## About this exercise:
List all lines of the data that include the string "Give".

## Supplied material:
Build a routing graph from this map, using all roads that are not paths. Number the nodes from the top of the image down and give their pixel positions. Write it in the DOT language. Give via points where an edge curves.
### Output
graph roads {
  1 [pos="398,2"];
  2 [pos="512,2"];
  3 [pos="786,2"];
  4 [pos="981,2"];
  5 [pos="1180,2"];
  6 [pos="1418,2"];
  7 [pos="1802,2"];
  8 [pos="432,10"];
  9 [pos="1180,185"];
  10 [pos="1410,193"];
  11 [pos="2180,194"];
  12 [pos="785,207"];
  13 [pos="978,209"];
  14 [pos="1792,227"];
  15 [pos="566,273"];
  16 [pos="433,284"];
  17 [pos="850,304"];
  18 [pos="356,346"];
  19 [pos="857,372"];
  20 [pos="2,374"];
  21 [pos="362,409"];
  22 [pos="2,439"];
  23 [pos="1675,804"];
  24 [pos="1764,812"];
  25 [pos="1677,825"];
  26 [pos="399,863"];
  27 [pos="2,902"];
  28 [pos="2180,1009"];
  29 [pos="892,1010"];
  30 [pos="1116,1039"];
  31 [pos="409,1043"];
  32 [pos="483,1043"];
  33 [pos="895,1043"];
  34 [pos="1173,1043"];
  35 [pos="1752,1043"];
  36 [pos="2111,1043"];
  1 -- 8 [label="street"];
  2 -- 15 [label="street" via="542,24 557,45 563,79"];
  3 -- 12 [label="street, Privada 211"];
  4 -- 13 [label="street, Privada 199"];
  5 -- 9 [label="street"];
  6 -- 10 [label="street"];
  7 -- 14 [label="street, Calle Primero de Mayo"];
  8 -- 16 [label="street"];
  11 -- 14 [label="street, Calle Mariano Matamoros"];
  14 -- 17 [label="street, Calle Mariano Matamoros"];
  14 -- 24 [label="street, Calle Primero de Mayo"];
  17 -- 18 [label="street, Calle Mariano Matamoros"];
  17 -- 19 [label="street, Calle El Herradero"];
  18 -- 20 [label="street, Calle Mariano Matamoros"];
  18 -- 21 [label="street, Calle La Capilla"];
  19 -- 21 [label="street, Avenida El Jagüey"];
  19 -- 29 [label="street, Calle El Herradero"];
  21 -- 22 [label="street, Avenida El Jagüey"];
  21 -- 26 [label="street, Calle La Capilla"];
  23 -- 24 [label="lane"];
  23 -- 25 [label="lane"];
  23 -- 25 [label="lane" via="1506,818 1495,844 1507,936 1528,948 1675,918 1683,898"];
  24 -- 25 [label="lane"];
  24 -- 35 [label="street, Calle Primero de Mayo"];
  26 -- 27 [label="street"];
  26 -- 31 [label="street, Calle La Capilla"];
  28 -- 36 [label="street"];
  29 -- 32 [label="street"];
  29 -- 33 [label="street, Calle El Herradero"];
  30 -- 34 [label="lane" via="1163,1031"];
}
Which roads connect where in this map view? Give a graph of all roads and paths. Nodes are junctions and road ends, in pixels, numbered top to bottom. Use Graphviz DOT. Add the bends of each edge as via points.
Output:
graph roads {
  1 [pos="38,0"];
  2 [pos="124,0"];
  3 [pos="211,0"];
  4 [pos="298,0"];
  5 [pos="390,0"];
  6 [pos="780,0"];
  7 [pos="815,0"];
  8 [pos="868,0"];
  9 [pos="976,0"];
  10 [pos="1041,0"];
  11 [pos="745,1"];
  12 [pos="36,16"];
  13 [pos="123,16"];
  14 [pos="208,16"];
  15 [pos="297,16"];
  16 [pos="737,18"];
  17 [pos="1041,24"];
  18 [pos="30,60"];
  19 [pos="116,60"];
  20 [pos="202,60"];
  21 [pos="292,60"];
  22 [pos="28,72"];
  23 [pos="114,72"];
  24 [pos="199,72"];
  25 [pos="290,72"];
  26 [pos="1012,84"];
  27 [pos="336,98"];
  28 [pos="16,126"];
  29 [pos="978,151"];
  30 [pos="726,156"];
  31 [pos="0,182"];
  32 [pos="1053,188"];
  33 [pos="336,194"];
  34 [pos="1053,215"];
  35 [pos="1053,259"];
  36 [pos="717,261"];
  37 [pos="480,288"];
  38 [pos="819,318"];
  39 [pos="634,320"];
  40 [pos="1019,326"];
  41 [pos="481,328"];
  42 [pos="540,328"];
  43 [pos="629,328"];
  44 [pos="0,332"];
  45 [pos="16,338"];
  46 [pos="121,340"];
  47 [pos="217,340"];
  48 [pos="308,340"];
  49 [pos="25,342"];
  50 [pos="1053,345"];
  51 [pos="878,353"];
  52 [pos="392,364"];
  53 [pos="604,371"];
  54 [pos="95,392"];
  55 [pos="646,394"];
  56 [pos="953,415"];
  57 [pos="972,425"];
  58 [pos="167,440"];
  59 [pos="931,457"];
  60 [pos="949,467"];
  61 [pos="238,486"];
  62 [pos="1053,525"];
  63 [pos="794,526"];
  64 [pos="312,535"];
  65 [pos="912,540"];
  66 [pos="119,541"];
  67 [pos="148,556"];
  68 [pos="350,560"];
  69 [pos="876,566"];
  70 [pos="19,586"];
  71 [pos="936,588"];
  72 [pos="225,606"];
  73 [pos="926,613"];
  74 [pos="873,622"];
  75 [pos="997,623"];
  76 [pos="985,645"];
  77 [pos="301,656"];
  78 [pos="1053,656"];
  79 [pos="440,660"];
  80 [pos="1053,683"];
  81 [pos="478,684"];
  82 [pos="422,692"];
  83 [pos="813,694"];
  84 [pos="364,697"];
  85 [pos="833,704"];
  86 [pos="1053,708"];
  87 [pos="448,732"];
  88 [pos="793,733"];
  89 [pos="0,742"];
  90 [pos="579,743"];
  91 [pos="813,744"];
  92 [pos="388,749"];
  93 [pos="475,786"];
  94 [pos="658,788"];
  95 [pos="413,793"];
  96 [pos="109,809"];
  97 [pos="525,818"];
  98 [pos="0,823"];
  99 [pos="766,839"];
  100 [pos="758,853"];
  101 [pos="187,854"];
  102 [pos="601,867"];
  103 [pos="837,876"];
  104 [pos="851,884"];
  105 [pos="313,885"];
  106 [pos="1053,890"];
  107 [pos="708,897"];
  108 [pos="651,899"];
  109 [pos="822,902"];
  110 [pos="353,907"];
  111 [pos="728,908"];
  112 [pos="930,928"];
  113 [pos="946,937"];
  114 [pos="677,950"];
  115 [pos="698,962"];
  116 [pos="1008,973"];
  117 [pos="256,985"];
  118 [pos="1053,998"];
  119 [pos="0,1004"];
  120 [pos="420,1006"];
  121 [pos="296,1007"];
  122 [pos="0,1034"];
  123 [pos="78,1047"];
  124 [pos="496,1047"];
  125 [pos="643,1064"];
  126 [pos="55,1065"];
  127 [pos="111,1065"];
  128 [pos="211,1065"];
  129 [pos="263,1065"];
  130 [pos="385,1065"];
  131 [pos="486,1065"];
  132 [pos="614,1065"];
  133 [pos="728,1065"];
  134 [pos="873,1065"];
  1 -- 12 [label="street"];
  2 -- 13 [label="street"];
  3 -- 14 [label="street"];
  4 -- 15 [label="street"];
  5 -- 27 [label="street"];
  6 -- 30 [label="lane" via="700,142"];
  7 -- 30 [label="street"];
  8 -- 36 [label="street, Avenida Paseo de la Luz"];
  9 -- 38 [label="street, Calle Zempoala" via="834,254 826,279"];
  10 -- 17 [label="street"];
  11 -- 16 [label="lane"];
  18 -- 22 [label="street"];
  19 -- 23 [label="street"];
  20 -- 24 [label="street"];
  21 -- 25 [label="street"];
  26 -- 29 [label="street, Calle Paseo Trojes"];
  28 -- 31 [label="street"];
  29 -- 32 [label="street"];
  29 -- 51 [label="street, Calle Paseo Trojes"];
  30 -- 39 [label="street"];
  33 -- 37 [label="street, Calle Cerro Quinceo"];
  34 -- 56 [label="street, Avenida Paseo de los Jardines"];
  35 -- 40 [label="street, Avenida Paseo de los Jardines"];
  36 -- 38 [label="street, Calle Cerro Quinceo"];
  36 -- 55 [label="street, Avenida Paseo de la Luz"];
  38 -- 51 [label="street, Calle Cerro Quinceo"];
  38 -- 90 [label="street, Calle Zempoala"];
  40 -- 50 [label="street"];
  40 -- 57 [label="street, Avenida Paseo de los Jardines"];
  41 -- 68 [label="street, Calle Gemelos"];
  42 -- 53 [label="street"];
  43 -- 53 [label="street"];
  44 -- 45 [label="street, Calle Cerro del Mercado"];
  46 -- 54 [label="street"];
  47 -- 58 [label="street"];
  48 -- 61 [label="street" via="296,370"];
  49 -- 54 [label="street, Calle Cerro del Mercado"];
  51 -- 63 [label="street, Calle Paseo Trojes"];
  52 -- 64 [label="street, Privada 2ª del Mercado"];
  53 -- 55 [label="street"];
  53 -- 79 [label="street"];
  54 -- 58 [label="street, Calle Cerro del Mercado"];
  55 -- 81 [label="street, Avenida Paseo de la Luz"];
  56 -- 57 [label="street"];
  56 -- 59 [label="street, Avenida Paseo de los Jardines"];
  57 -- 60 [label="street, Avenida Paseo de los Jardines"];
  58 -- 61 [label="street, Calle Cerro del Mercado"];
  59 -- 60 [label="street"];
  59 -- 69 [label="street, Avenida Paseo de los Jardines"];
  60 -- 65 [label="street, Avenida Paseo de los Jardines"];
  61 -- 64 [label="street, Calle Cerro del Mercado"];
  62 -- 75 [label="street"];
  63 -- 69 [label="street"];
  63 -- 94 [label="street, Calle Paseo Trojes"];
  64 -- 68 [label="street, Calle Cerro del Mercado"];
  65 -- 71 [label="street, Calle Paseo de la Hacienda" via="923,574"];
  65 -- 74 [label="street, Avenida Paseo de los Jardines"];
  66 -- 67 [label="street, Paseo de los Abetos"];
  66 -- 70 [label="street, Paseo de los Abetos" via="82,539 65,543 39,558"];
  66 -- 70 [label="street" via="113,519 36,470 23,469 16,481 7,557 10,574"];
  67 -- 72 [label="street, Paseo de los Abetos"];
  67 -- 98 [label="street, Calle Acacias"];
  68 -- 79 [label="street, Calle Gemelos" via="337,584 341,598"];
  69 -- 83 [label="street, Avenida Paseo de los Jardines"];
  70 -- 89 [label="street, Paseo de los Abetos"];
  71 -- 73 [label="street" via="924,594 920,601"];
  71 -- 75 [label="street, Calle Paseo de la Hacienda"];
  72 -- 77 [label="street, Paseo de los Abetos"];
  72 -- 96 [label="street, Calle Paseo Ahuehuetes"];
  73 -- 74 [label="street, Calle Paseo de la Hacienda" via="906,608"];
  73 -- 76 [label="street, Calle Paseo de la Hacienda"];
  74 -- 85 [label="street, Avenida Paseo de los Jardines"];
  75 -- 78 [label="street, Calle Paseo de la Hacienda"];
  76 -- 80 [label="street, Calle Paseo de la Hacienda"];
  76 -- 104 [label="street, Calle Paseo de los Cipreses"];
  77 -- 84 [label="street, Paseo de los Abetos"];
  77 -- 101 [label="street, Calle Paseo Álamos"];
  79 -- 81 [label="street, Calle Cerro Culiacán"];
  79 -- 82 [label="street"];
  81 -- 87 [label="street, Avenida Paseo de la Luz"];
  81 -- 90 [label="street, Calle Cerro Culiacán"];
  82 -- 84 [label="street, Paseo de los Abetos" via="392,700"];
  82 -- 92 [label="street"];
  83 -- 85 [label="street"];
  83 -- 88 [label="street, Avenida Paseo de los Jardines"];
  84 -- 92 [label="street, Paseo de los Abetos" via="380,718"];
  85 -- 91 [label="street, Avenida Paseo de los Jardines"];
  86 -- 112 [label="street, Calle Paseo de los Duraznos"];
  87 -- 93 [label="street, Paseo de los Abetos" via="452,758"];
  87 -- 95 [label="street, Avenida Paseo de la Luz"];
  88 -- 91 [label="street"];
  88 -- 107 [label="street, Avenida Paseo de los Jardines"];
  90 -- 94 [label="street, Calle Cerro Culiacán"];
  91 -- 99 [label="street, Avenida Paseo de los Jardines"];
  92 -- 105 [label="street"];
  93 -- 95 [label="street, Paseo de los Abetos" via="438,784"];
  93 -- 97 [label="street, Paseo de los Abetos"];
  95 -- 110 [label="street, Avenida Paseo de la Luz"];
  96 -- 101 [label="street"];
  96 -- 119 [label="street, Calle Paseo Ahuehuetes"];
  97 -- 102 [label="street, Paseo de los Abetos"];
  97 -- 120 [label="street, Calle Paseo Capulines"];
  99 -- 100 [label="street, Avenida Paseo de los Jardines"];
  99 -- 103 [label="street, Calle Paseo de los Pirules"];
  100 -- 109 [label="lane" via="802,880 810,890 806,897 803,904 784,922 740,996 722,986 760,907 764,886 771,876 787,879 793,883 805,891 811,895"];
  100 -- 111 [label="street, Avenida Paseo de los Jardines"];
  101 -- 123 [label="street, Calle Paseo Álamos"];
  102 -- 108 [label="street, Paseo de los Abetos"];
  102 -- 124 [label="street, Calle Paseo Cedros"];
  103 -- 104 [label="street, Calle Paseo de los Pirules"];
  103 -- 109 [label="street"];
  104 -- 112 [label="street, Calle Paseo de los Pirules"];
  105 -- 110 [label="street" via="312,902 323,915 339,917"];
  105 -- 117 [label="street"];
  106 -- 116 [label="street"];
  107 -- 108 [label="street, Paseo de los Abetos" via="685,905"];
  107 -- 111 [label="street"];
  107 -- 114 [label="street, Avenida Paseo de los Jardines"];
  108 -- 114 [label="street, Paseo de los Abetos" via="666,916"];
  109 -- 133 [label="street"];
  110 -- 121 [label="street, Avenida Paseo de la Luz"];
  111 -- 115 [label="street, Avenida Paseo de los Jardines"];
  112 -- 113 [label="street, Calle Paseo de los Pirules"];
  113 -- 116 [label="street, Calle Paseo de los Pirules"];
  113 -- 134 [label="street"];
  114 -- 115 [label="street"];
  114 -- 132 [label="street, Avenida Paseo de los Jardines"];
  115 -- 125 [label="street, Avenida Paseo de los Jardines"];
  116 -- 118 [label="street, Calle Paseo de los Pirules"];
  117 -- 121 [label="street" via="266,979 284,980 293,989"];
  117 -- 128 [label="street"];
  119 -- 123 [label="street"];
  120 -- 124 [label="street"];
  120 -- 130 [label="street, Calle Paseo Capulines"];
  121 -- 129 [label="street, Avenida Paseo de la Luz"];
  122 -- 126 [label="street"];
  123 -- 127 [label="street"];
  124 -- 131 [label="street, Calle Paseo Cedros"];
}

## Solution:
Build a routing graph from this map, using all roads that are not paths. Number the nodes from the top of the image down and give their pixel positions. Write it in the DOT language. Give via points where an edge curves.
Which roads connect where in this map view? Give a graph of all roads and paths. Nodes are junctions and road ends, in pixels, numbered top to bottom. Use Graphviz DOT. Add the bends of each edge as via points.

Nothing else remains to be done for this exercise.